Nosso ministro legalized foi convidado pela Comissão de
Segurança Pública da Câmara dos Deputados para explicar a participação
na Marcha da Maconha do Rio de Janeiro. O requerimento foi feito pelo
deputado Laerte Bessa (PMDB-DF), que 'enquadrou' Minc com o argumento
de que ele "ao pregar a liberalização da maconha, acaba por fazer
propaganda genérica que induz a utilização de entorpecentes ou drogas
afins, configurando o tipo penal de apologia ao crime", disse. Agora
que o Hemponauta já está por dentro do ocorrido, vamos analisar mais um
pouco esta ação da guarda, que hoje é representada pela figura de
Laerte Bessa. O nobre deputado também atacou a legitimidade da Marcha da Maconha.

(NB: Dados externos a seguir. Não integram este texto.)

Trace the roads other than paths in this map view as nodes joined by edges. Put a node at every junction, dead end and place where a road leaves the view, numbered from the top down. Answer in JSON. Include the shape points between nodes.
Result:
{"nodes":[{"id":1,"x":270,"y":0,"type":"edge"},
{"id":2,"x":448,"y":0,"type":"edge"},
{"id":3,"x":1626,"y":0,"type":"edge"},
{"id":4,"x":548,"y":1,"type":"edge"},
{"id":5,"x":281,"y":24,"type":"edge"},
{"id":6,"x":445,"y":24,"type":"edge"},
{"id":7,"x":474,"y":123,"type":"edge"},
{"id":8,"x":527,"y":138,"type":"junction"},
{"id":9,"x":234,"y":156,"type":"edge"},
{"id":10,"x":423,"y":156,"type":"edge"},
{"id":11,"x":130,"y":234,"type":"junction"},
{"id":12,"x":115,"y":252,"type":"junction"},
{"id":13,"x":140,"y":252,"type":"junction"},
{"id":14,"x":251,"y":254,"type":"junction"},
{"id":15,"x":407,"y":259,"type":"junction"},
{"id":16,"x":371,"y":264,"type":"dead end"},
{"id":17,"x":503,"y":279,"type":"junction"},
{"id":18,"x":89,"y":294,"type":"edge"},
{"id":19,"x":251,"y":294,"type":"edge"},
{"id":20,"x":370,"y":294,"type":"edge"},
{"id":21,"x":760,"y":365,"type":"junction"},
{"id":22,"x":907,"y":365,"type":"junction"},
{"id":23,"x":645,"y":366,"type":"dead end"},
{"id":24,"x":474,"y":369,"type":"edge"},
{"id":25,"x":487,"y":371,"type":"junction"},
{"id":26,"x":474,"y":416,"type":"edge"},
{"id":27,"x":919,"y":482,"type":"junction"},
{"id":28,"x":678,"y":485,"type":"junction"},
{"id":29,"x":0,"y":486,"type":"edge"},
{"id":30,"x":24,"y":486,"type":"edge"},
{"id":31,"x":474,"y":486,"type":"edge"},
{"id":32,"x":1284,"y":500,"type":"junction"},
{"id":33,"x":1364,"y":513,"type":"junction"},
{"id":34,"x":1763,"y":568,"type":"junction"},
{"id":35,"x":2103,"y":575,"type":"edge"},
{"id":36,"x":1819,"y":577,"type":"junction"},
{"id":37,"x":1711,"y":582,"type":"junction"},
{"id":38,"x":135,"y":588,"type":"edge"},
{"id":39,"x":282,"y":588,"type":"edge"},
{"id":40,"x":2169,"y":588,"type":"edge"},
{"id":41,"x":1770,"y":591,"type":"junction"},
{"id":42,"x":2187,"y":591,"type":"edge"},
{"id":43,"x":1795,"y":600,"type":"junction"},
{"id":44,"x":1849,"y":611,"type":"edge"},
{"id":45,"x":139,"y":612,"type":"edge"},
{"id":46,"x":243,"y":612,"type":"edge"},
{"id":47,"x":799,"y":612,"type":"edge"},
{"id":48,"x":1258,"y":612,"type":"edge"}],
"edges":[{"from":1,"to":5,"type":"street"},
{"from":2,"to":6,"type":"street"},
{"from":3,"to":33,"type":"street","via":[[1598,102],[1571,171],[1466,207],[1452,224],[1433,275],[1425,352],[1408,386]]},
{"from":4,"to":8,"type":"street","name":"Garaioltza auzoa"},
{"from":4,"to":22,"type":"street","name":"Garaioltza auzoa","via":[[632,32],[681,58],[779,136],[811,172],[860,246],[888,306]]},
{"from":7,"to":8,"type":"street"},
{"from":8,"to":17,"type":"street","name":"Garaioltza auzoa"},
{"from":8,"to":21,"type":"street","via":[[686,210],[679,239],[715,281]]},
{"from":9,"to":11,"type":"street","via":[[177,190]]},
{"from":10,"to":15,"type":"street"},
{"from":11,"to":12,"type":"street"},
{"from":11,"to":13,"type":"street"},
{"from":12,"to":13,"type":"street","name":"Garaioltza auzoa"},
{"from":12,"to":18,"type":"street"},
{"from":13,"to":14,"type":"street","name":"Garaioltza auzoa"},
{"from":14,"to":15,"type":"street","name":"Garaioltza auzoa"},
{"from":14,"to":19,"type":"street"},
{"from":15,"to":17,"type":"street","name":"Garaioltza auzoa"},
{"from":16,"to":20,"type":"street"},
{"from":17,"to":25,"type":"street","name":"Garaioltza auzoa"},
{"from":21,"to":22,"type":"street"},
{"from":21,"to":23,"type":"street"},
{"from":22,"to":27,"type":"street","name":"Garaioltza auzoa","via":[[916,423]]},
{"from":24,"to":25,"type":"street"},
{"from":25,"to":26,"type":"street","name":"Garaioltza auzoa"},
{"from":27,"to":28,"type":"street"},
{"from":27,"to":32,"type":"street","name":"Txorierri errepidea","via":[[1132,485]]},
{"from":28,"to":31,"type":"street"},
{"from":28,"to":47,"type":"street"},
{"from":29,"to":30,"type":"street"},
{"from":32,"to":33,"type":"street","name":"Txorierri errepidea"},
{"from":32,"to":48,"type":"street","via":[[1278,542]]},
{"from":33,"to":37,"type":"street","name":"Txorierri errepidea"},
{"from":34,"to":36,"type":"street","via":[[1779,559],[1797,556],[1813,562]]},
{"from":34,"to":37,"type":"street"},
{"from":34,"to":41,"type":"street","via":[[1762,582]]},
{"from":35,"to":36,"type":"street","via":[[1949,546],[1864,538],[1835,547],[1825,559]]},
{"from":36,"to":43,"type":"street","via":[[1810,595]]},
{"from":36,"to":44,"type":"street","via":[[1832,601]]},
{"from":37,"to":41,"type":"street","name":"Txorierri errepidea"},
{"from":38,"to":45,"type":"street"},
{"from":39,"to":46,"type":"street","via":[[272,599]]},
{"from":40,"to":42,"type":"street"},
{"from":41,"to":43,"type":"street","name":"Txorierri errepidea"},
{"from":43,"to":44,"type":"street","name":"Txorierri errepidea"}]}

“Se for permitida a apologia à descriminalização do uso da maconha,
deve-se permitir, também, a apologia ao homicídio, ao racismo à
corrupção, pois tudo se resumiria, ao final, de livre manifestação do
pensamento”, disse Laerte. Essa é digna de uma gargalhada
daquelas soltadas em um estado de chapação bem elevado. Com essa
citação o deputado coloca a proibição da maconha como algo que sequer
pode ser questionado. Um posicionamento que poderia ser justificado se
Laerte Bessa fosse membro de algum governo ditatorial, que garante a
legitimidade do seu poder silenciando o povo. Só que nossa excelência
faz parte do Partido do Movimento Democrático Brasileiro (PMDB). Fica algo muito incoerente esse posicionamento partir um membro do partido que possui a palavra democrático no nome? Ou será que estou fumando demais e meus neurônios estão se destruindo?
Em
entrevista a TV Globo, o deputado classifica Minc como criminoso por
fazer apologia a uma droga. Desta vez o deputado, que também é
delegado, faz uma interpretação do conceito de apologia que merece
outra gargalhada. Laerte Bessa me fez lembrar o
Secretário Beltrame, quando o mesmo culpou o usuário de drogas pela
guerra entre traficantes e polícia no Rio de Janeiro. Ambos apresentam
uma argumentação que não condiz com o cargo de poder que ocupam.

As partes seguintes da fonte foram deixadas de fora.